# To do:
The text of every record, exactly as given and with no pictures, should be your output.

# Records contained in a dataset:

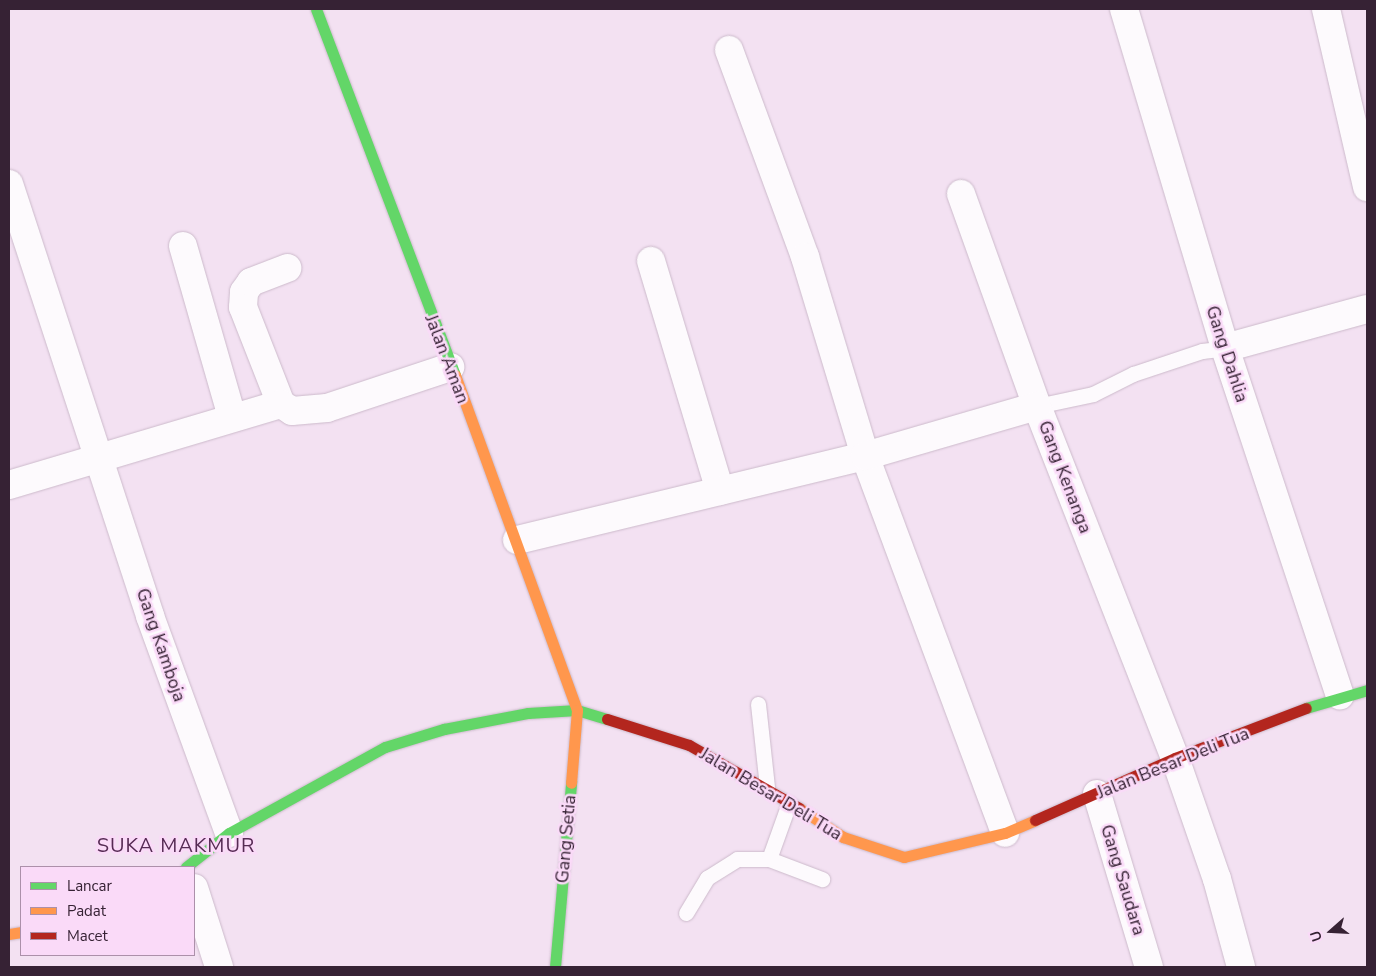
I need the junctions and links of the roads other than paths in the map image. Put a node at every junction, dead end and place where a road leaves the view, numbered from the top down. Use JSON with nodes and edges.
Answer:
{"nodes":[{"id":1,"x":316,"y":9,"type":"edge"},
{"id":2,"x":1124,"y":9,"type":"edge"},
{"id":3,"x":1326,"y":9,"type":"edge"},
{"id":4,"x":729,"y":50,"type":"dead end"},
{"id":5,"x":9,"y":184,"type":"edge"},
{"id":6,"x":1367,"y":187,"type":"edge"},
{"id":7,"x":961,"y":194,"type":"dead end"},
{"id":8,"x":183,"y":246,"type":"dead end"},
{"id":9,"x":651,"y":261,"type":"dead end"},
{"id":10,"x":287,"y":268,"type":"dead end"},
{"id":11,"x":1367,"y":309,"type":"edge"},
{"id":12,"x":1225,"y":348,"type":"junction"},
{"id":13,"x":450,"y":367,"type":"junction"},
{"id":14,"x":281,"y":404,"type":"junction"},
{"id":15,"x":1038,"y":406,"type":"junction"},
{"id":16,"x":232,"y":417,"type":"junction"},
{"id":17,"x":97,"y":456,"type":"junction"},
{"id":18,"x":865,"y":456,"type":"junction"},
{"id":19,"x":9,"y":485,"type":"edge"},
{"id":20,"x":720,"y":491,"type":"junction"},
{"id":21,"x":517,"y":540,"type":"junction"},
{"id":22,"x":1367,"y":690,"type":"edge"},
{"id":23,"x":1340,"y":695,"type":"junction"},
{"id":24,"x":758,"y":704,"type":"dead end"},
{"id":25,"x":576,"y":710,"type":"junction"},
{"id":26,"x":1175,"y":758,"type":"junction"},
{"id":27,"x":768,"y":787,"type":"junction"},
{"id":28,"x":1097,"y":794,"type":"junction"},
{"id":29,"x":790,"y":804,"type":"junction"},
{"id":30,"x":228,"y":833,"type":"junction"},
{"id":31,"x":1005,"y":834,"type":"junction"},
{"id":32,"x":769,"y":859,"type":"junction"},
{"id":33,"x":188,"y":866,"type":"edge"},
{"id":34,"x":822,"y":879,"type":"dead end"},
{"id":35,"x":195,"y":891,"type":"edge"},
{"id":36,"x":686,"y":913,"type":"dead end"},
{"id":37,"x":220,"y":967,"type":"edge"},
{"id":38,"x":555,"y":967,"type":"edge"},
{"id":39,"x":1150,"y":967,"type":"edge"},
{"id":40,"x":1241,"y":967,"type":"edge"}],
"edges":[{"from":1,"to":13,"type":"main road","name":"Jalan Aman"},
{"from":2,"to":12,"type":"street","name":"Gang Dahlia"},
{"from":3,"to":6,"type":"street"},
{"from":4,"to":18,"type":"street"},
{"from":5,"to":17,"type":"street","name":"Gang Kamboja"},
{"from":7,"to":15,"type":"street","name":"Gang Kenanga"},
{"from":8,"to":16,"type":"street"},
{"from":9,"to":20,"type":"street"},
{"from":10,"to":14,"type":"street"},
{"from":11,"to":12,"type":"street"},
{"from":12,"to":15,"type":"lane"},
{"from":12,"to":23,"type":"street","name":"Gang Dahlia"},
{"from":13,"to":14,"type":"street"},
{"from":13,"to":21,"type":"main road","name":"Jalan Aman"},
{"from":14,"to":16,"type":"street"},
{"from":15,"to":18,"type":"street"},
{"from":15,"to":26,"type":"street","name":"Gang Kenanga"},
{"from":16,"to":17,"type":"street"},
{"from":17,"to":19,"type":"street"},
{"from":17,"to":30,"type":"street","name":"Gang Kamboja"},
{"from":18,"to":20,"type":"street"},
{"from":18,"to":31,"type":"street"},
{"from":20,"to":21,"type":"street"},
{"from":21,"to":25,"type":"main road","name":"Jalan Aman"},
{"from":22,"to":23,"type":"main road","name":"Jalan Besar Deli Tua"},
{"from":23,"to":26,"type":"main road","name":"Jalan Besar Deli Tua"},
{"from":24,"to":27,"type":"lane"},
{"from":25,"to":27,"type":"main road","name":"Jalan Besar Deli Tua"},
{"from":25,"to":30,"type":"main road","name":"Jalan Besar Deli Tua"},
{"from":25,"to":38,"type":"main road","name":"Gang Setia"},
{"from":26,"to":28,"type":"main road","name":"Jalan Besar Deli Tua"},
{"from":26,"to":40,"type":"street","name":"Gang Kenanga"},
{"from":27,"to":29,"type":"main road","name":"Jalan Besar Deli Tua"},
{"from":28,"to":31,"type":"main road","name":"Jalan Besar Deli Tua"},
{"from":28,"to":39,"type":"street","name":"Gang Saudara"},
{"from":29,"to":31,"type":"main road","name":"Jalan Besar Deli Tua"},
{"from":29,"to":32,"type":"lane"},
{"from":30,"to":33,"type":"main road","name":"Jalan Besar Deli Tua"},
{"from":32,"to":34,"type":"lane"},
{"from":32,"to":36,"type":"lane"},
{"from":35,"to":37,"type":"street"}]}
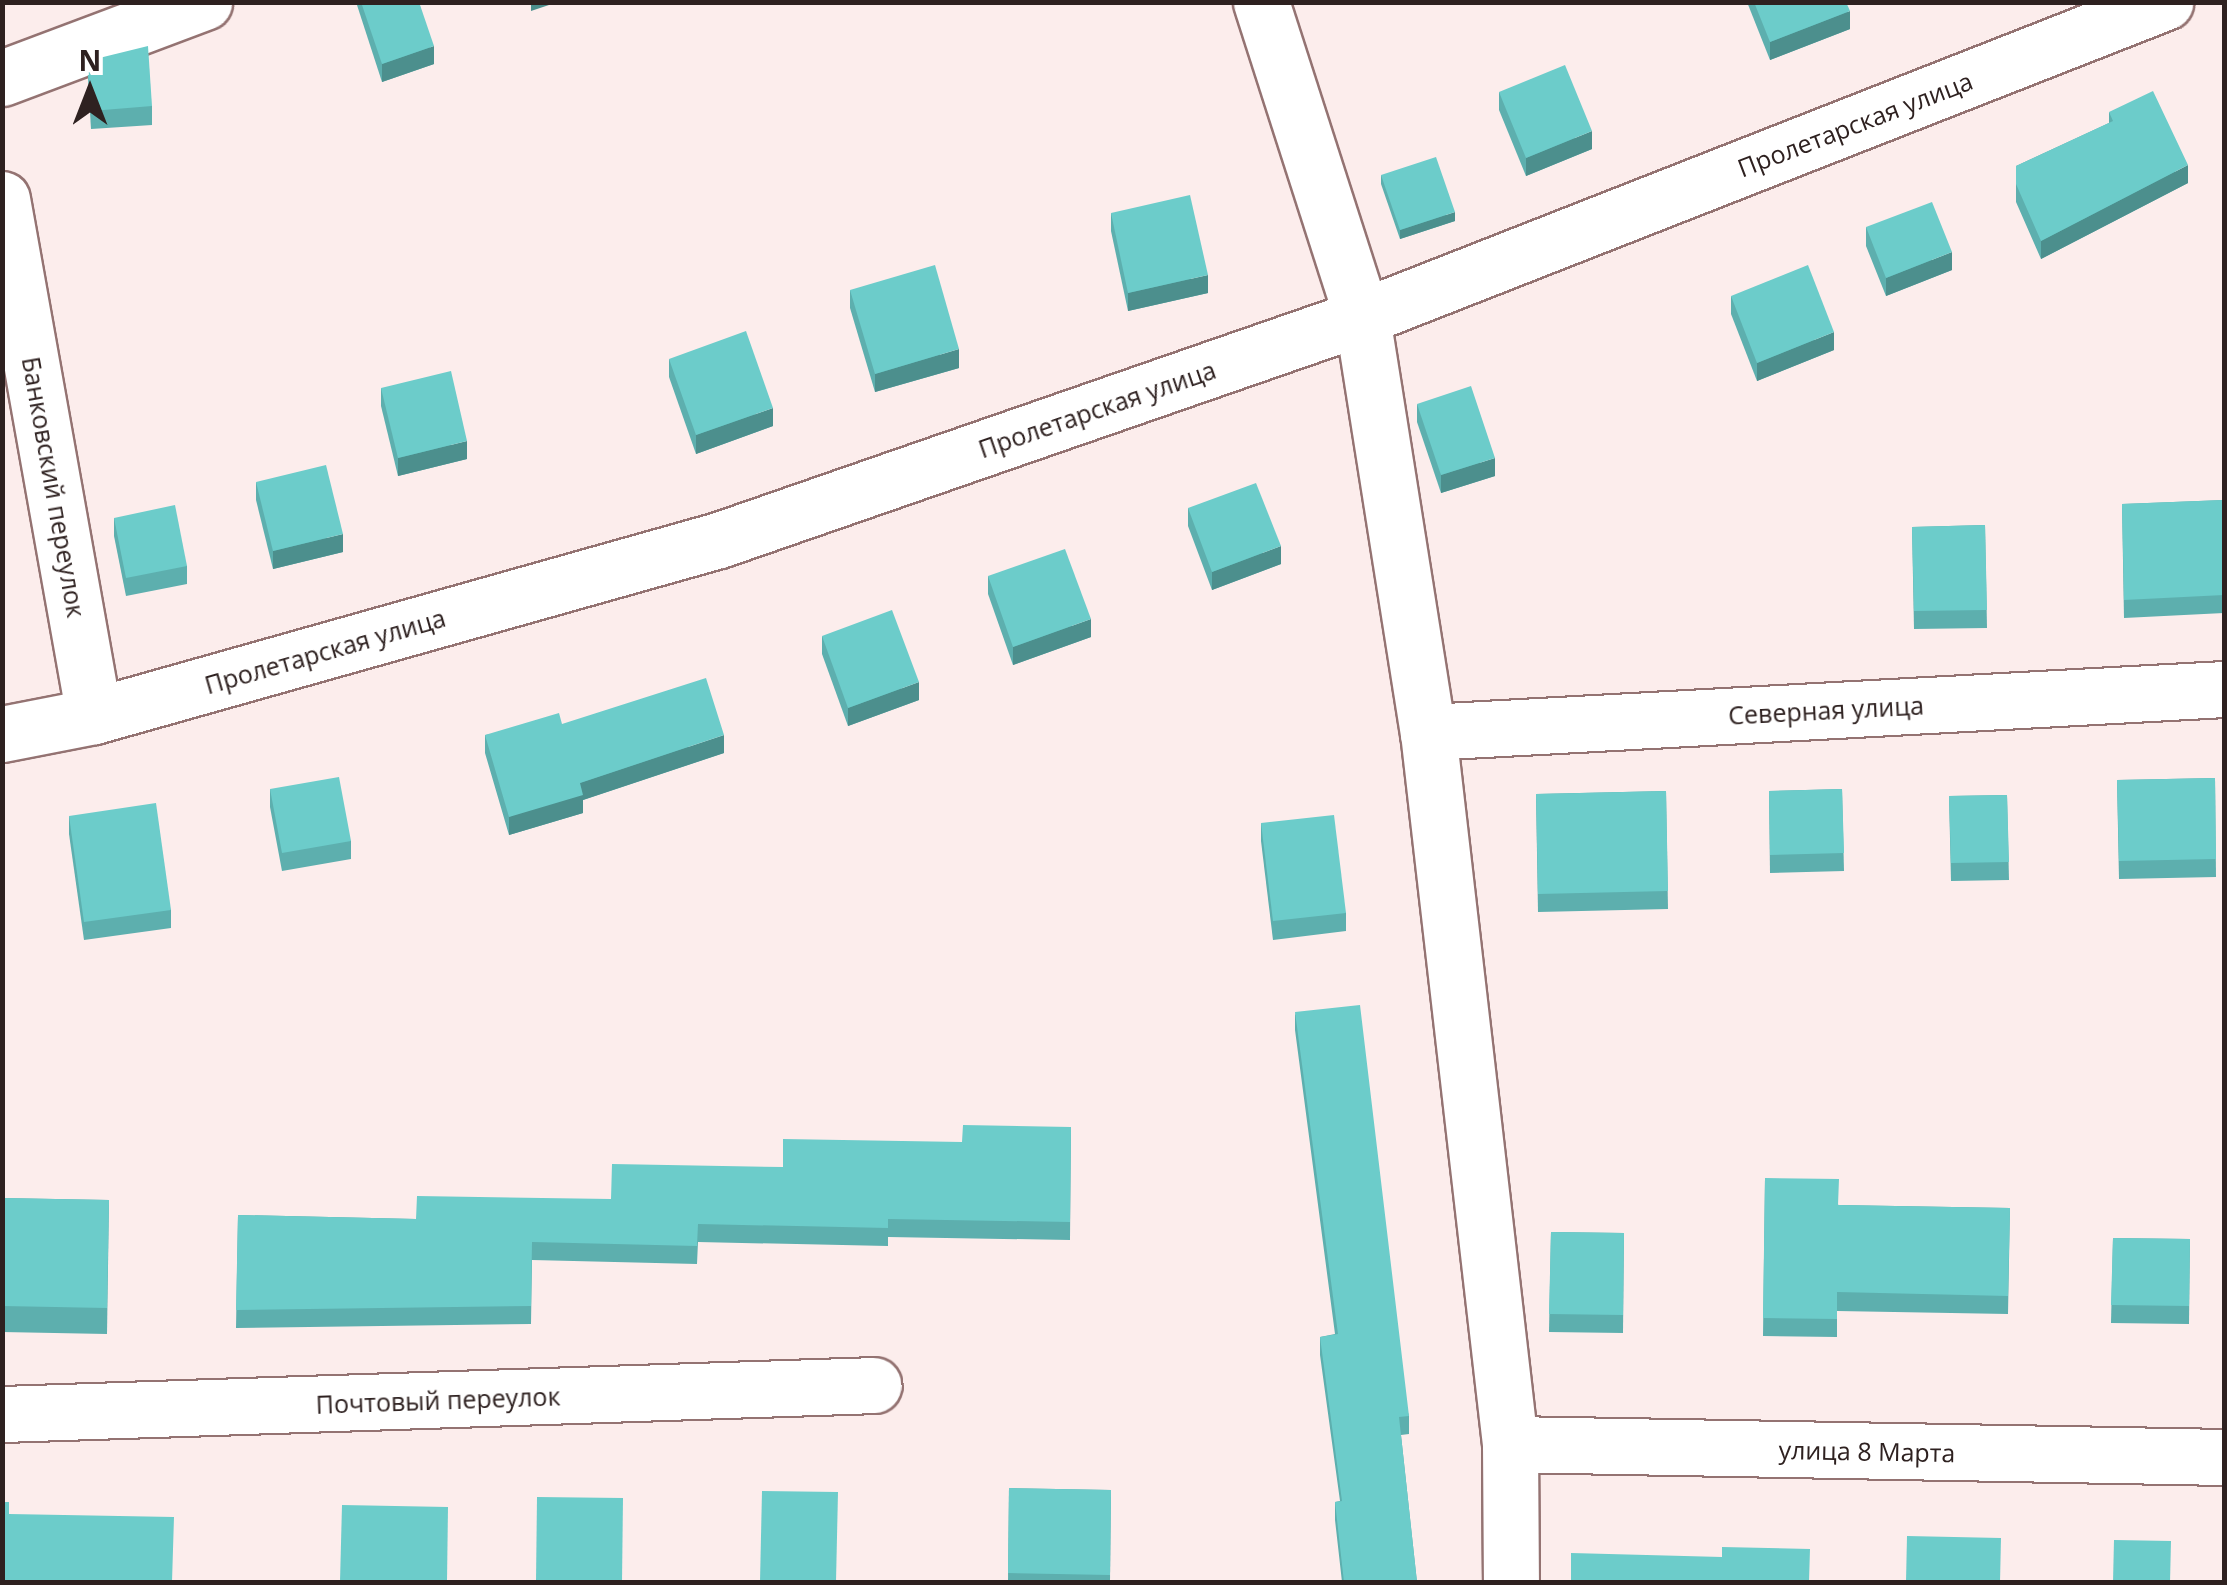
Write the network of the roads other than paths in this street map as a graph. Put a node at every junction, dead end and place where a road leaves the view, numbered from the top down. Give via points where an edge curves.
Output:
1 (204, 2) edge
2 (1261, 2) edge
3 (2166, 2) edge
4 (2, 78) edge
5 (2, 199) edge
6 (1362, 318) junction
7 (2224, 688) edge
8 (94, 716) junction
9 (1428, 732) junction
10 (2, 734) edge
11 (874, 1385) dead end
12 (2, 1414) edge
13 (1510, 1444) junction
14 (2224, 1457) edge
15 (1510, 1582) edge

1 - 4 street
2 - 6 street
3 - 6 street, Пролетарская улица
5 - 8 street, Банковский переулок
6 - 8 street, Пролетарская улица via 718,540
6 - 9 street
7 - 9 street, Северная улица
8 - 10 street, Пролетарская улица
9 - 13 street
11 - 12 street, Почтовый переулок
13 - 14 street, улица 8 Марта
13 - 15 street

# Exercise solution:
I need the junctions and links of the roads other than paths in the map image. Put a node at every junction, dead end and place where a road leaves the view, numbered from the top down. Use JSON with nodes and edges.
Answer:
{"nodes":[{"id":1,"x":316,"y":9,"type":"edge"},
{"id":2,"x":1124,"y":9,"type":"edge"},
{"id":3,"x":1326,"y":9,"type":"edge"},
{"id":4,"x":729,"y":50,"type":"dead end"},
{"id":5,"x":9,"y":184,"type":"edge"},
{"id":6,"x":1367,"y":187,"type":"edge"},
{"id":7,"x":961,"y":194,"type":"dead end"},
{"id":8,"x":183,"y":246,"type":"dead end"},
{"id":9,"x":651,"y":261,"type":"dead end"},
{"id":10,"x":287,"y":268,"type":"dead end"},
{"id":11,"x":1367,"y":309,"type":"edge"},
{"id":12,"x":1225,"y":348,"type":"junction"},
{"id":13,"x":450,"y":367,"type":"junction"},
{"id":14,"x":281,"y":404,"type":"junction"},
{"id":15,"x":1038,"y":406,"type":"junction"},
{"id":16,"x":232,"y":417,"type":"junction"},
{"id":17,"x":97,"y":456,"type":"junction"},
{"id":18,"x":865,"y":456,"type":"junction"},
{"id":19,"x":9,"y":485,"type":"edge"},
{"id":20,"x":720,"y":491,"type":"junction"},
{"id":21,"x":517,"y":540,"type":"junction"},
{"id":22,"x":1367,"y":690,"type":"edge"},
{"id":23,"x":1340,"y":695,"type":"junction"},
{"id":24,"x":758,"y":704,"type":"dead end"},
{"id":25,"x":576,"y":710,"type":"junction"},
{"id":26,"x":1175,"y":758,"type":"junction"},
{"id":27,"x":768,"y":787,"type":"junction"},
{"id":28,"x":1097,"y":794,"type":"junction"},
{"id":29,"x":790,"y":804,"type":"junction"},
{"id":30,"x":228,"y":833,"type":"junction"},
{"id":31,"x":1005,"y":834,"type":"junction"},
{"id":32,"x":769,"y":859,"type":"junction"},
{"id":33,"x":188,"y":866,"type":"edge"},
{"id":34,"x":822,"y":879,"type":"dead end"},
{"id":35,"x":195,"y":891,"type":"edge"},
{"id":36,"x":686,"y":913,"type":"dead end"},
{"id":37,"x":220,"y":967,"type":"edge"},
{"id":38,"x":555,"y":967,"type":"edge"},
{"id":39,"x":1150,"y":967,"type":"edge"},
{"id":40,"x":1241,"y":967,"type":"edge"}],
"edges":[{"from":1,"to":13,"type":"main road","name":"Jalan Aman"},
{"from":2,"to":12,"type":"street","name":"Gang Dahlia"},
{"from":3,"to":6,"type":"street"},
{"from":4,"to":18,"type":"street"},
{"from":5,"to":17,"type":"street","name":"Gang Kamboja"},
{"from":7,"to":15,"type":"street","name":"Gang Kenanga"},
{"from":8,"to":16,"type":"street"},
{"from":9,"to":20,"type":"street"},
{"from":10,"to":14,"type":"street"},
{"from":11,"to":12,"type":"street"},
{"from":12,"to":15,"type":"lane"},
{"from":12,"to":23,"type":"street","name":"Gang Dahlia"},
{"from":13,"to":14,"type":"street"},
{"from":13,"to":21,"type":"main road","name":"Jalan Aman"},
{"from":14,"to":16,"type":"street"},
{"from":15,"to":18,"type":"street"},
{"from":15,"to":26,"type":"street","name":"Gang Kenanga"},
{"from":16,"to":17,"type":"street"},
{"from":17,"to":19,"type":"street"},
{"from":17,"to":30,"type":"street","name":"Gang Kamboja"},
{"from":18,"to":20,"type":"street"},
{"from":18,"to":31,"type":"street"},
{"from":20,"to":21,"type":"street"},
{"from":21,"to":25,"type":"main road","name":"Jalan Aman"},
{"from":22,"to":23,"type":"main road","name":"Jalan Besar Deli Tua"},
{"from":23,"to":26,"type":"main road","name":"Jalan Besar Deli Tua"},
{"from":24,"to":27,"type":"lane"},
{"from":25,"to":27,"type":"main road","name":"Jalan Besar Deli Tua"},
{"from":25,"to":30,"type":"main road","name":"Jalan Besar Deli Tua"},
{"from":25,"to":38,"type":"main road","name":"Gang Setia"},
{"from":26,"to":28,"type":"main road","name":"Jalan Besar Deli Tua"},
{"from":26,"to":40,"type":"street","name":"Gang Kenanga"},
{"from":27,"to":29,"type":"main road","name":"Jalan Besar Deli Tua"},
{"from":28,"to":31,"type":"main road","name":"Jalan Besar Deli Tua"},
{"from":28,"to":39,"type":"street","name":"Gang Saudara"},
{"from":29,"to":31,"type":"main road","name":"Jalan Besar Deli Tua"},
{"from":29,"to":32,"type":"lane"},
{"from":30,"to":33,"type":"main road","name":"Jalan Besar Deli Tua"},
{"from":32,"to":34,"type":"lane"},
{"from":32,"to":36,"type":"lane"},
{"from":35,"to":37,"type":"street"}]}
Write the network of the roads other than paths in this street map as a graph. Put a node at every junction, dead end and place where a road leaves the view, numbered from the top down. Give via points where an edge curves.
Output:
1 (204, 2) edge
2 (1261, 2) edge
3 (2166, 2) edge
4 (2, 78) edge
5 (2, 199) edge
6 (1362, 318) junction
7 (2224, 688) edge
8 (94, 716) junction
9 (1428, 732) junction
10 (2, 734) edge
11 (874, 1385) dead end
12 (2, 1414) edge
13 (1510, 1444) junction
14 (2224, 1457) edge
15 (1510, 1582) edge

1 - 4 street
2 - 6 street
3 - 6 street, Пролетарская улица
5 - 8 street, Банковский переулок
6 - 8 street, Пролетарская улица via 718,540
6 - 9 street
7 - 9 street, Северная улица
8 - 10 street, Пролетарская улица
9 - 13 street
11 - 12 street, Почтовый переулок
13 - 14 street, улица 8 Марта
13 - 15 street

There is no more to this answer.